- What you will do -
Copy the records below in full and leave every image out of the copy.

- Dataset entries -
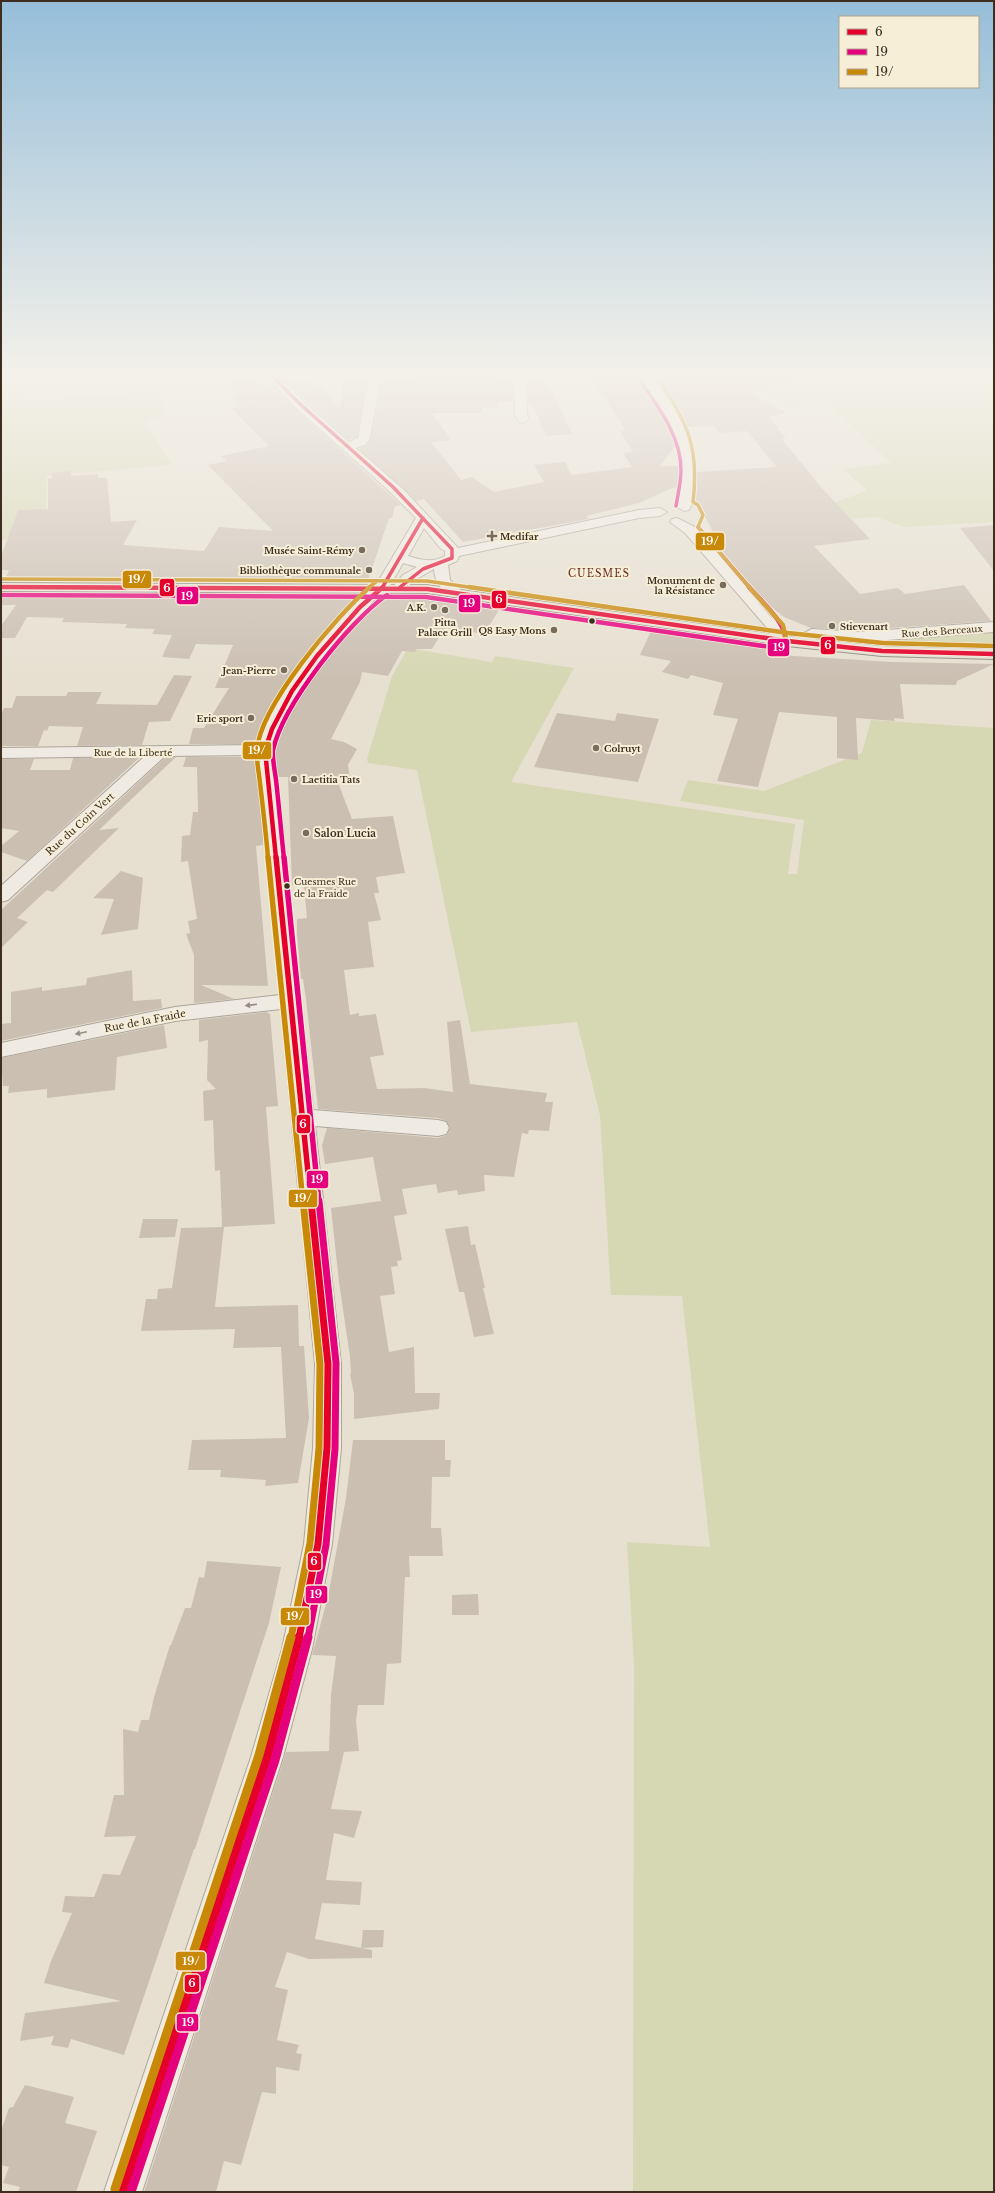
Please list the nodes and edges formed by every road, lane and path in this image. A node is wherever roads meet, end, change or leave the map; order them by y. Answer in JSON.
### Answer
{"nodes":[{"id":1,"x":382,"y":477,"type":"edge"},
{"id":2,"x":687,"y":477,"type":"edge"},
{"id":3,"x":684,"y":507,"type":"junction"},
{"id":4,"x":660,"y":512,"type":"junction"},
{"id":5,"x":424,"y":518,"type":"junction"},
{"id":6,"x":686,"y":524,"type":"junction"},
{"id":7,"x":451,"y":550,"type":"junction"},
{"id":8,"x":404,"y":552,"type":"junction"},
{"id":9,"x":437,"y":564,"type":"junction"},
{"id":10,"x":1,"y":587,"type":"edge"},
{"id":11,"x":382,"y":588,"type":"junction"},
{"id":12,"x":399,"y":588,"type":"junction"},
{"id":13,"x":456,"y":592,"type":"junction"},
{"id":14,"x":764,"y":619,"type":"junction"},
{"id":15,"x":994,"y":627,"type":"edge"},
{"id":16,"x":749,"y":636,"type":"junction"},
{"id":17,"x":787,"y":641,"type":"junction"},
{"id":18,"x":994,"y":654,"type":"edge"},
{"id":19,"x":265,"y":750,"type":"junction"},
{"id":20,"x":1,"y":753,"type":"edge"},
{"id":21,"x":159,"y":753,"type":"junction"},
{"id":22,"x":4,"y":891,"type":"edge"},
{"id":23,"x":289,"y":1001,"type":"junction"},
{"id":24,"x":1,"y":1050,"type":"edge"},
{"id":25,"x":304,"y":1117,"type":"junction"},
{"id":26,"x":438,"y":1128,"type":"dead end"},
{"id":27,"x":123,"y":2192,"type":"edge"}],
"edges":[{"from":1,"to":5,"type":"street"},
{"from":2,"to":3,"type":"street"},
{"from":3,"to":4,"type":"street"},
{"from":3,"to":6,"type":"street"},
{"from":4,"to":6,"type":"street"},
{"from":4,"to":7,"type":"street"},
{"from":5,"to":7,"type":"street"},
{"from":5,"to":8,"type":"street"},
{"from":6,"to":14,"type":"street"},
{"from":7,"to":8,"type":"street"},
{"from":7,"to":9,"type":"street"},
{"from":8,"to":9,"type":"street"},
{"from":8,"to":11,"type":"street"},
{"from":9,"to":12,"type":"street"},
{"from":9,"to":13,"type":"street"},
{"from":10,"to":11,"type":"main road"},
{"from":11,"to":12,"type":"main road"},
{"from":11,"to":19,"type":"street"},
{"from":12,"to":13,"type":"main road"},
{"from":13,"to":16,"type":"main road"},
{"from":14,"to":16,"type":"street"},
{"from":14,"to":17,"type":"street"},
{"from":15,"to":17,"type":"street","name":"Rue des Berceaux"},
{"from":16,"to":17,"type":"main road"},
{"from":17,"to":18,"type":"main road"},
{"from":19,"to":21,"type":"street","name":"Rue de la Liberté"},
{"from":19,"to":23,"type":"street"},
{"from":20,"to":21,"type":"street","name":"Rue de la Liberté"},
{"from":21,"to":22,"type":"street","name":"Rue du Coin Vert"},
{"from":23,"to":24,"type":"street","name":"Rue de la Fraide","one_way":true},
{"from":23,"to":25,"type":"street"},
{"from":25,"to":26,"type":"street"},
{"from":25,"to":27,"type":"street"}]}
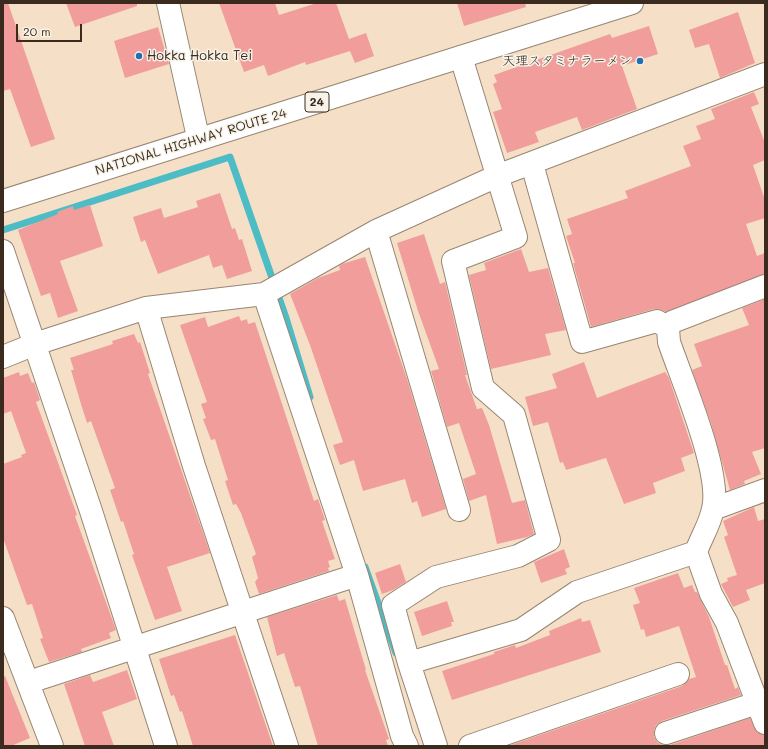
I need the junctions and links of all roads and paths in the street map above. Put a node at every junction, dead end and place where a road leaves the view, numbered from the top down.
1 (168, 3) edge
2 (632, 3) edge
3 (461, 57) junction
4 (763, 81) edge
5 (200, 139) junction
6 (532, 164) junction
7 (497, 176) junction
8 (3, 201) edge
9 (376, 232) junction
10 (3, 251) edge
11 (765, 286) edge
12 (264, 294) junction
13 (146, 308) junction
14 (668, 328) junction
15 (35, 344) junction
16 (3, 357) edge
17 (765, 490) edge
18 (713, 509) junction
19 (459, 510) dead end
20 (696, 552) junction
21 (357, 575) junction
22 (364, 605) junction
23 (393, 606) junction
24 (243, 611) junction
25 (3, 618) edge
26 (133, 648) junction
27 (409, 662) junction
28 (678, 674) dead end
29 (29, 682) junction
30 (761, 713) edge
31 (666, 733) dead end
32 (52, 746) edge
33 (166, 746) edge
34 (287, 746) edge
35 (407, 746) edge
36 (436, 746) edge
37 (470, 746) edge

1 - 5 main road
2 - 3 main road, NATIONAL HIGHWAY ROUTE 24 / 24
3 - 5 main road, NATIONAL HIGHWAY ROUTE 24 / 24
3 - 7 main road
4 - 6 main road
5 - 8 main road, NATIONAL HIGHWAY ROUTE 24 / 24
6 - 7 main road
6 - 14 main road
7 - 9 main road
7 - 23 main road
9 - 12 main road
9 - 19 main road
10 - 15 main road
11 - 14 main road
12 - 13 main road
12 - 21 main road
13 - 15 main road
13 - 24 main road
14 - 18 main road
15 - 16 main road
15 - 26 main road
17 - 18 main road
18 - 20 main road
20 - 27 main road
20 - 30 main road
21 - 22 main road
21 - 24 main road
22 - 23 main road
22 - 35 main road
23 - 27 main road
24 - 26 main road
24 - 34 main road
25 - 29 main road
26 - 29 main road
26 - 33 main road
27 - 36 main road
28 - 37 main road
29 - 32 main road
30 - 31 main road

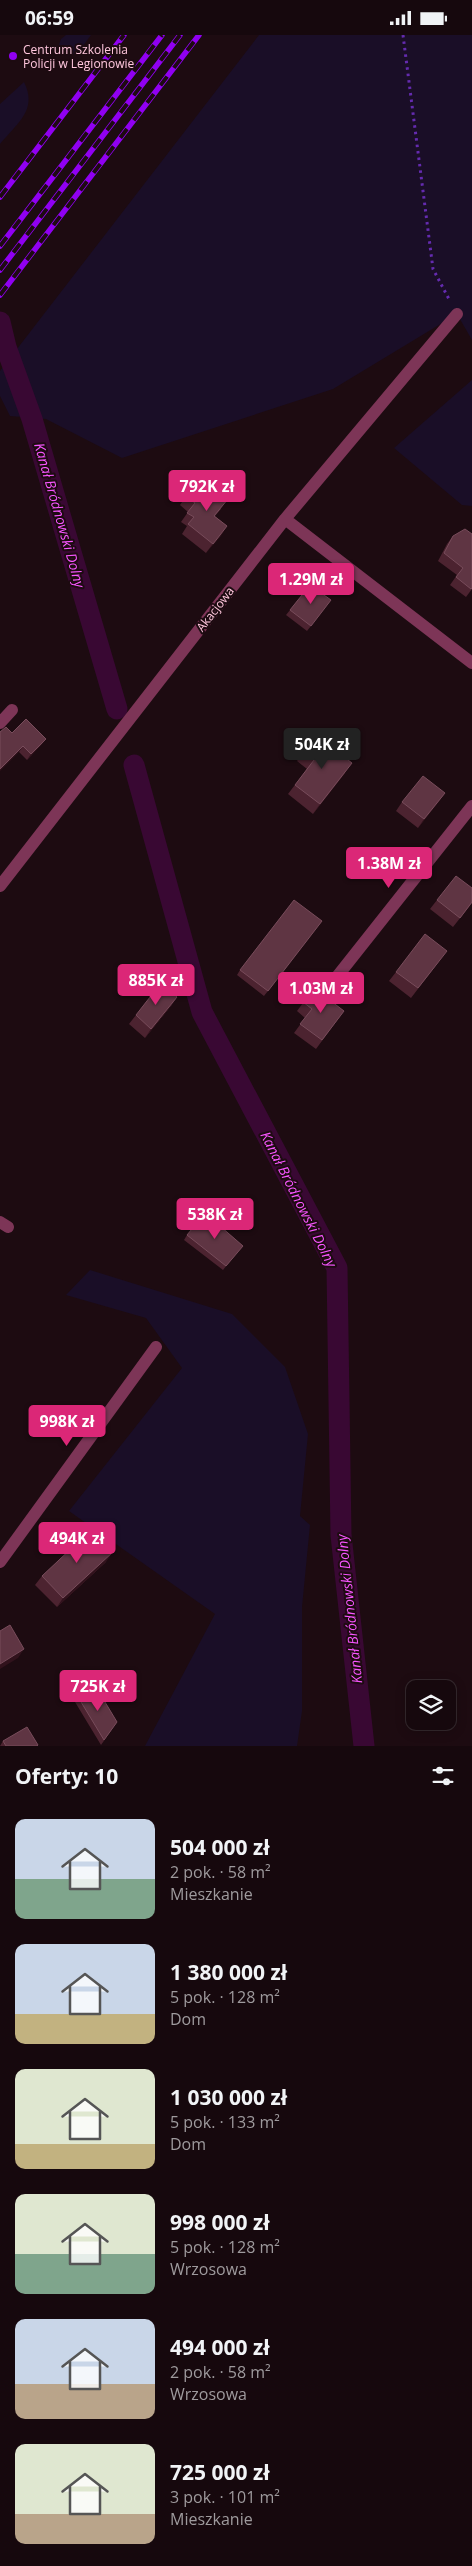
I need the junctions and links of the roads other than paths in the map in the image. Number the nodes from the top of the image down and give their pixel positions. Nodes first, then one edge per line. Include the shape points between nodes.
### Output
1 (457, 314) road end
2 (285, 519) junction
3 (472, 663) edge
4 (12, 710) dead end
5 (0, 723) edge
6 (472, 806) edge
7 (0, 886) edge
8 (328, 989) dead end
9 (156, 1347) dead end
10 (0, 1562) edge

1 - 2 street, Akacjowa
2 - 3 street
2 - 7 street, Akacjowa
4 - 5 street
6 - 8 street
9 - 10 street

- Exercise answer -
Please list the nodes and edges formed by every road, lane and path in this image. A node is wherever roads meet, end, change or leave the map; order them by y. Answer in JSON.
### Answer
{"nodes":[{"id":1,"x":382,"y":477,"type":"edge"},
{"id":2,"x":687,"y":477,"type":"edge"},
{"id":3,"x":684,"y":507,"type":"junction"},
{"id":4,"x":660,"y":512,"type":"junction"},
{"id":5,"x":424,"y":518,"type":"junction"},
{"id":6,"x":686,"y":524,"type":"junction"},
{"id":7,"x":451,"y":550,"type":"junction"},
{"id":8,"x":404,"y":552,"type":"junction"},
{"id":9,"x":437,"y":564,"type":"junction"},
{"id":10,"x":1,"y":587,"type":"edge"},
{"id":11,"x":382,"y":588,"type":"junction"},
{"id":12,"x":399,"y":588,"type":"junction"},
{"id":13,"x":456,"y":592,"type":"junction"},
{"id":14,"x":764,"y":619,"type":"junction"},
{"id":15,"x":994,"y":627,"type":"edge"},
{"id":16,"x":749,"y":636,"type":"junction"},
{"id":17,"x":787,"y":641,"type":"junction"},
{"id":18,"x":994,"y":654,"type":"edge"},
{"id":19,"x":265,"y":750,"type":"junction"},
{"id":20,"x":1,"y":753,"type":"edge"},
{"id":21,"x":159,"y":753,"type":"junction"},
{"id":22,"x":4,"y":891,"type":"edge"},
{"id":23,"x":289,"y":1001,"type":"junction"},
{"id":24,"x":1,"y":1050,"type":"edge"},
{"id":25,"x":304,"y":1117,"type":"junction"},
{"id":26,"x":438,"y":1128,"type":"dead end"},
{"id":27,"x":123,"y":2192,"type":"edge"}],
"edges":[{"from":1,"to":5,"type":"street"},
{"from":2,"to":3,"type":"street"},
{"from":3,"to":4,"type":"street"},
{"from":3,"to":6,"type":"street"},
{"from":4,"to":6,"type":"street"},
{"from":4,"to":7,"type":"street"},
{"from":5,"to":7,"type":"street"},
{"from":5,"to":8,"type":"street"},
{"from":6,"to":14,"type":"street"},
{"from":7,"to":8,"type":"street"},
{"from":7,"to":9,"type":"street"},
{"from":8,"to":9,"type":"street"},
{"from":8,"to":11,"type":"street"},
{"from":9,"to":12,"type":"street"},
{"from":9,"to":13,"type":"street"},
{"from":10,"to":11,"type":"main road"},
{"from":11,"to":12,"type":"main road"},
{"from":11,"to":19,"type":"street"},
{"from":12,"to":13,"type":"main road"},
{"from":13,"to":16,"type":"main road"},
{"from":14,"to":16,"type":"street"},
{"from":14,"to":17,"type":"street"},
{"from":15,"to":17,"type":"street","name":"Rue des Berceaux"},
{"from":16,"to":17,"type":"main road"},
{"from":17,"to":18,"type":"main road"},
{"from":19,"to":21,"type":"street","name":"Rue de la Liberté"},
{"from":19,"to":23,"type":"street"},
{"from":20,"to":21,"type":"street","name":"Rue de la Liberté"},
{"from":21,"to":22,"type":"street","name":"Rue du Coin Vert"},
{"from":23,"to":24,"type":"street","name":"Rue de la Fraide","one_way":true},
{"from":23,"to":25,"type":"street"},
{"from":25,"to":26,"type":"street"},
{"from":25,"to":27,"type":"street"}]}
I need the junctions and links of all roads and paths in the street map above. Put a node at every junction, dead end and place where a road leaves the view, numbered from the top down.
1 (168, 3) edge
2 (632, 3) edge
3 (461, 57) junction
4 (763, 81) edge
5 (200, 139) junction
6 (532, 164) junction
7 (497, 176) junction
8 (3, 201) edge
9 (376, 232) junction
10 (3, 251) edge
11 (765, 286) edge
12 (264, 294) junction
13 (146, 308) junction
14 (668, 328) junction
15 (35, 344) junction
16 (3, 357) edge
17 (765, 490) edge
18 (713, 509) junction
19 (459, 510) dead end
20 (696, 552) junction
21 (357, 575) junction
22 (364, 605) junction
23 (393, 606) junction
24 (243, 611) junction
25 (3, 618) edge
26 (133, 648) junction
27 (409, 662) junction
28 (678, 674) dead end
29 (29, 682) junction
30 (761, 713) edge
31 (666, 733) dead end
32 (52, 746) edge
33 (166, 746) edge
34 (287, 746) edge
35 (407, 746) edge
36 (436, 746) edge
37 (470, 746) edge

1 - 5 main road
2 - 3 main road, NATIONAL HIGHWAY ROUTE 24 / 24
3 - 5 main road, NATIONAL HIGHWAY ROUTE 24 / 24
3 - 7 main road
4 - 6 main road
5 - 8 main road, NATIONAL HIGHWAY ROUTE 24 / 24
6 - 7 main road
6 - 14 main road
7 - 9 main road
7 - 23 main road
9 - 12 main road
9 - 19 main road
10 - 15 main road
11 - 14 main road
12 - 13 main road
12 - 21 main road
13 - 15 main road
13 - 24 main road
14 - 18 main road
15 - 16 main road
15 - 26 main road
17 - 18 main road
18 - 20 main road
20 - 27 main road
20 - 30 main road
21 - 22 main road
21 - 24 main road
22 - 23 main road
22 - 35 main road
23 - 27 main road
24 - 26 main road
24 - 34 main road
25 - 29 main road
26 - 29 main road
26 - 33 main road
27 - 36 main road
28 - 37 main road
29 - 32 main road
30 - 31 main road

I need the junctions and links of the roads other than paths in the map in the image. Number the nodes from the top of the image down and give their pixel positions. Nodes first, then one edge per line. Include the shape points between nodes.
### Output
1 (457, 314) road end
2 (285, 519) junction
3 (472, 663) edge
4 (12, 710) dead end
5 (0, 723) edge
6 (472, 806) edge
7 (0, 886) edge
8 (328, 989) dead end
9 (156, 1347) dead end
10 (0, 1562) edge

1 - 2 street, Akacjowa
2 - 3 street
2 - 7 street, Akacjowa
4 - 5 street
6 - 8 street
9 - 10 street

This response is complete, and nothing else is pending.